◆ **Task objective**
Please copy each line in the records below that contains the string "della".

◆ **Given records**

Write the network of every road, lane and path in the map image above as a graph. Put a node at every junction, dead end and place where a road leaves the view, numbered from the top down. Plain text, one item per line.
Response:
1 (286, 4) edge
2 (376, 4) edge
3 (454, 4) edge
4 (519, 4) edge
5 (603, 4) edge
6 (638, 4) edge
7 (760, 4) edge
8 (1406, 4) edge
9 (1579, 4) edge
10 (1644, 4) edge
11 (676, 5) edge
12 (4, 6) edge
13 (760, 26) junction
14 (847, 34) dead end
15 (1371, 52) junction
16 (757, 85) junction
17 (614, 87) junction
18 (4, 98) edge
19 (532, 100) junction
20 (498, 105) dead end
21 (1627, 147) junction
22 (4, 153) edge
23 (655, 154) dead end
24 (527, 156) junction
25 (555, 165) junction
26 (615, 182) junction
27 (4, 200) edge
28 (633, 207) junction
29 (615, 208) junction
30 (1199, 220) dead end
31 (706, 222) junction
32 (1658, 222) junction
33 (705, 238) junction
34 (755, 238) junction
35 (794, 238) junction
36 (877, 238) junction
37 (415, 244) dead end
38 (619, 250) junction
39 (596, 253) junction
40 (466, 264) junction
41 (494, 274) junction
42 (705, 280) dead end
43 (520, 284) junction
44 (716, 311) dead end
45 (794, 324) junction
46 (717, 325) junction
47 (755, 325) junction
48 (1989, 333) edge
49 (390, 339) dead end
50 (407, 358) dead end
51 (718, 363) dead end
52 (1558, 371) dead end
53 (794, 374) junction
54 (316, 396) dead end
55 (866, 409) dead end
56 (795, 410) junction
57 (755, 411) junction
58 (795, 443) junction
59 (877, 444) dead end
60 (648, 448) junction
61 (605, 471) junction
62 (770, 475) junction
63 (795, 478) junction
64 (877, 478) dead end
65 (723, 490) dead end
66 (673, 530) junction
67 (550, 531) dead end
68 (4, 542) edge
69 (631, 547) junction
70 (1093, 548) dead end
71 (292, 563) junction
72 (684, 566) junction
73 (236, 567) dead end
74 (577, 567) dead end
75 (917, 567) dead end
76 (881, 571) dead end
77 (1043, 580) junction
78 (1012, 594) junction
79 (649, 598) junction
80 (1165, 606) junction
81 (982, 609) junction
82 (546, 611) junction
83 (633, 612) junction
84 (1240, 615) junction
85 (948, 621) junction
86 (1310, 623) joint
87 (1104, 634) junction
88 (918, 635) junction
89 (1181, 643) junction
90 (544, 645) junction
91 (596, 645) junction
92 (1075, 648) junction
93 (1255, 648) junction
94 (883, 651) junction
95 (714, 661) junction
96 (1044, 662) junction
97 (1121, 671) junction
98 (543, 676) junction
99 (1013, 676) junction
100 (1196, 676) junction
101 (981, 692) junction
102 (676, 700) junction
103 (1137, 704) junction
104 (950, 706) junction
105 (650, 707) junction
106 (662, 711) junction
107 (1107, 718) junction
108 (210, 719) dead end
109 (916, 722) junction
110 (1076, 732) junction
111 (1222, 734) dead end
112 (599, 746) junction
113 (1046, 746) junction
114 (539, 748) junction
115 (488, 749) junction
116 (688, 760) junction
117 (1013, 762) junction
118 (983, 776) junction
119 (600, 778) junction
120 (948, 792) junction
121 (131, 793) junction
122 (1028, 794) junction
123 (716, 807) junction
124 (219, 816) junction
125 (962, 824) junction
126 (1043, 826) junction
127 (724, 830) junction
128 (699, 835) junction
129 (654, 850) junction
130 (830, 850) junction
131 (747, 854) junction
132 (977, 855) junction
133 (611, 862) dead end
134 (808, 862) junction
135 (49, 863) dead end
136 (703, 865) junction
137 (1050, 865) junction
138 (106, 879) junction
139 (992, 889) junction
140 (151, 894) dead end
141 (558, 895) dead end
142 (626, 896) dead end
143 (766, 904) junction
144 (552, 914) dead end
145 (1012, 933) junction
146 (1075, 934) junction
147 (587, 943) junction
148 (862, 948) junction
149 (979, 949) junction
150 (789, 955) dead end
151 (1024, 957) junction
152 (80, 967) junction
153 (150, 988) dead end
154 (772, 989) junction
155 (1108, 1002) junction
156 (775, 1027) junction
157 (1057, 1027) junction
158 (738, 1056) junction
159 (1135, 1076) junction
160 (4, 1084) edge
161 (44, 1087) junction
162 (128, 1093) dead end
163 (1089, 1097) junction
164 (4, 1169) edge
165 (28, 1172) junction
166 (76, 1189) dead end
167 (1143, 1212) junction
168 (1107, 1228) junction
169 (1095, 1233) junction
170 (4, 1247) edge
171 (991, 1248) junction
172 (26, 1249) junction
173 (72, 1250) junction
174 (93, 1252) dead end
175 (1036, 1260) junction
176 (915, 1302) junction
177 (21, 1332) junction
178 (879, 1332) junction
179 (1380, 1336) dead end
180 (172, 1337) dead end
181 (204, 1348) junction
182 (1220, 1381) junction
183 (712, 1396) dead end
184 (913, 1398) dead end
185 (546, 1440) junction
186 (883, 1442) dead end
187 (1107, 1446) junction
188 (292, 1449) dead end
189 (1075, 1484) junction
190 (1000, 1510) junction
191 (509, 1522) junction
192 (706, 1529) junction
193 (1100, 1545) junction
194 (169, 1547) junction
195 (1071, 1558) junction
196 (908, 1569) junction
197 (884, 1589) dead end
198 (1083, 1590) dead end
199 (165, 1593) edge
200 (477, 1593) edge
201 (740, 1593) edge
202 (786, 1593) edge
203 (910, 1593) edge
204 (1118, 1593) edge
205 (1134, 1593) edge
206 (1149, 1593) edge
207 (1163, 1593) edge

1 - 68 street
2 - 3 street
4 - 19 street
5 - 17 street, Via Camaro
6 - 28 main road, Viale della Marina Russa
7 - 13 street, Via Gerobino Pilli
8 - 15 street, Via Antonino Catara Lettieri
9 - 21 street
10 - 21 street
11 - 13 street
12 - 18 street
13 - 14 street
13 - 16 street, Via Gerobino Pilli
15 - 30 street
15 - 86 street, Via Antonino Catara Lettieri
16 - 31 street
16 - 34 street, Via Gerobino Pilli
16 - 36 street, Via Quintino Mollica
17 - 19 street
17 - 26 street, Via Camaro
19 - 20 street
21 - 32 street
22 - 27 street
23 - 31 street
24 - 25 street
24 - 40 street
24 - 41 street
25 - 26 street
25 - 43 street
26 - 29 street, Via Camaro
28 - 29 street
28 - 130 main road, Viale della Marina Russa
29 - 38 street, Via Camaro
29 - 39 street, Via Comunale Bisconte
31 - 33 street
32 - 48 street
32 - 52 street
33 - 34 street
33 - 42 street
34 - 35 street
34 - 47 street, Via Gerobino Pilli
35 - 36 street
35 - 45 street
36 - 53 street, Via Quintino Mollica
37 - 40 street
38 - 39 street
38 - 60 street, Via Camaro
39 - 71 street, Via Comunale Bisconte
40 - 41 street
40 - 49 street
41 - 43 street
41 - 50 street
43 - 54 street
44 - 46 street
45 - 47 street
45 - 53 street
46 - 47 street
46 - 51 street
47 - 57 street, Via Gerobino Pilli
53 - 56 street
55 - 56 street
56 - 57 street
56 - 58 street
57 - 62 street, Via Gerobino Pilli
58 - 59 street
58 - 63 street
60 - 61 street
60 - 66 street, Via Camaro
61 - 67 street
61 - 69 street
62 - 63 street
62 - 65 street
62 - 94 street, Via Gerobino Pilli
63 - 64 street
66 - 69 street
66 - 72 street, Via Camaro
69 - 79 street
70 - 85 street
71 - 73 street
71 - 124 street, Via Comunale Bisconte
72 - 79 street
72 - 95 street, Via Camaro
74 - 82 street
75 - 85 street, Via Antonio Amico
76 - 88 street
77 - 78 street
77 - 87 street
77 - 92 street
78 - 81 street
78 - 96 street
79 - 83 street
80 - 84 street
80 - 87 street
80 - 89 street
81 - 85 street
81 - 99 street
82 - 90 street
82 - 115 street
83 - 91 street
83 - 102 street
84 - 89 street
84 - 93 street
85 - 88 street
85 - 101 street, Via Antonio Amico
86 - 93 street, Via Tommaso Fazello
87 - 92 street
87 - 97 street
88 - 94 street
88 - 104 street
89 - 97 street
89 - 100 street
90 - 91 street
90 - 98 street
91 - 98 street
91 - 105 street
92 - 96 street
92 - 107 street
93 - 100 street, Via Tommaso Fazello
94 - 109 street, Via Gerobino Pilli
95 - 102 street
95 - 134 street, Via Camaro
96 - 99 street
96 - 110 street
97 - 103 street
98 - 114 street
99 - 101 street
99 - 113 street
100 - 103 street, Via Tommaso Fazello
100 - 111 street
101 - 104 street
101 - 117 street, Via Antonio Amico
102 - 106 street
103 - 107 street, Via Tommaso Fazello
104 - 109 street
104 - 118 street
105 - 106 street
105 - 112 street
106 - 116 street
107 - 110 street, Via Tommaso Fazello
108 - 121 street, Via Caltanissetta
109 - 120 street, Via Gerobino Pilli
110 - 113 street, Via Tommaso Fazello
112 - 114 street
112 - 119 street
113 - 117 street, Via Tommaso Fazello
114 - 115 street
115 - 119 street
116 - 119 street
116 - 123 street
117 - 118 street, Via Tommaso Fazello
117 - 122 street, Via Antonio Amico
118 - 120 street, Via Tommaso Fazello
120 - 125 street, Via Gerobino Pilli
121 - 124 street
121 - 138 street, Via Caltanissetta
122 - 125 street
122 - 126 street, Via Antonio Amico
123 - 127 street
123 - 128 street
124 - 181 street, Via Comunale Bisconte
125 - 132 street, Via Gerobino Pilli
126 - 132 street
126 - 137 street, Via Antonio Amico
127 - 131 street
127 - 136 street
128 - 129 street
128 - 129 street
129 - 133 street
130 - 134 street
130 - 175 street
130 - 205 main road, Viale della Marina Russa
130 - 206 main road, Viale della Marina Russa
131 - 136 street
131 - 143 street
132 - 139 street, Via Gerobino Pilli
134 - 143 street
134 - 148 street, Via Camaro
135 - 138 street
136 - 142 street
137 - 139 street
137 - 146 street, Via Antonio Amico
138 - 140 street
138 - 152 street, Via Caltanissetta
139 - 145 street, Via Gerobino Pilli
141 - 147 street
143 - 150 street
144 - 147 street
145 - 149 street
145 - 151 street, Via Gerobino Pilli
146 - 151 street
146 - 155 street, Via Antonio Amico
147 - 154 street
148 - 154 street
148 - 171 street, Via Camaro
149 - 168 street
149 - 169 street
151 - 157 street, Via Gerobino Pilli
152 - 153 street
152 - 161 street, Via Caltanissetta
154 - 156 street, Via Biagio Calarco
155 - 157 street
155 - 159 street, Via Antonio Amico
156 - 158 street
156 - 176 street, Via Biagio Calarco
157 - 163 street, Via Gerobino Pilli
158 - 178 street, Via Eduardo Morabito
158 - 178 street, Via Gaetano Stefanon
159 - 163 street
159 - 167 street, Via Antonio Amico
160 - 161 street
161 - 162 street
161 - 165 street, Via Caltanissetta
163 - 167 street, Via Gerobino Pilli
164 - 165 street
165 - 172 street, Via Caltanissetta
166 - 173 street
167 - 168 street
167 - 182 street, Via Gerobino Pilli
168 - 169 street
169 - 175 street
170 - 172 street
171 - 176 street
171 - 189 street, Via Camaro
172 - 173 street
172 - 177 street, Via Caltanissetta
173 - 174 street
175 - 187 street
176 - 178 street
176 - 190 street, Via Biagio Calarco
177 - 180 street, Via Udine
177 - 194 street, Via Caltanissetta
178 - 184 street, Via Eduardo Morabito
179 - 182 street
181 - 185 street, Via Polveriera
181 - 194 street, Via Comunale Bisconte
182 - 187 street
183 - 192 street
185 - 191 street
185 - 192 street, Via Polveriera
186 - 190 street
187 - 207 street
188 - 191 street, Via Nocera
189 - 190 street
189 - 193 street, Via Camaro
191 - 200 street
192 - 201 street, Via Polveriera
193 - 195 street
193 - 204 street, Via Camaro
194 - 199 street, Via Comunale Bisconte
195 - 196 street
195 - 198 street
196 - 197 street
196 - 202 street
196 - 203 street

◆ **Written solution**
6 - 28 main road, Viale della Marina Russa
28 - 130 main road, Viale della Marina Russa
130 - 205 main road, Viale della Marina Russa
130 - 206 main road, Viale della Marina Russa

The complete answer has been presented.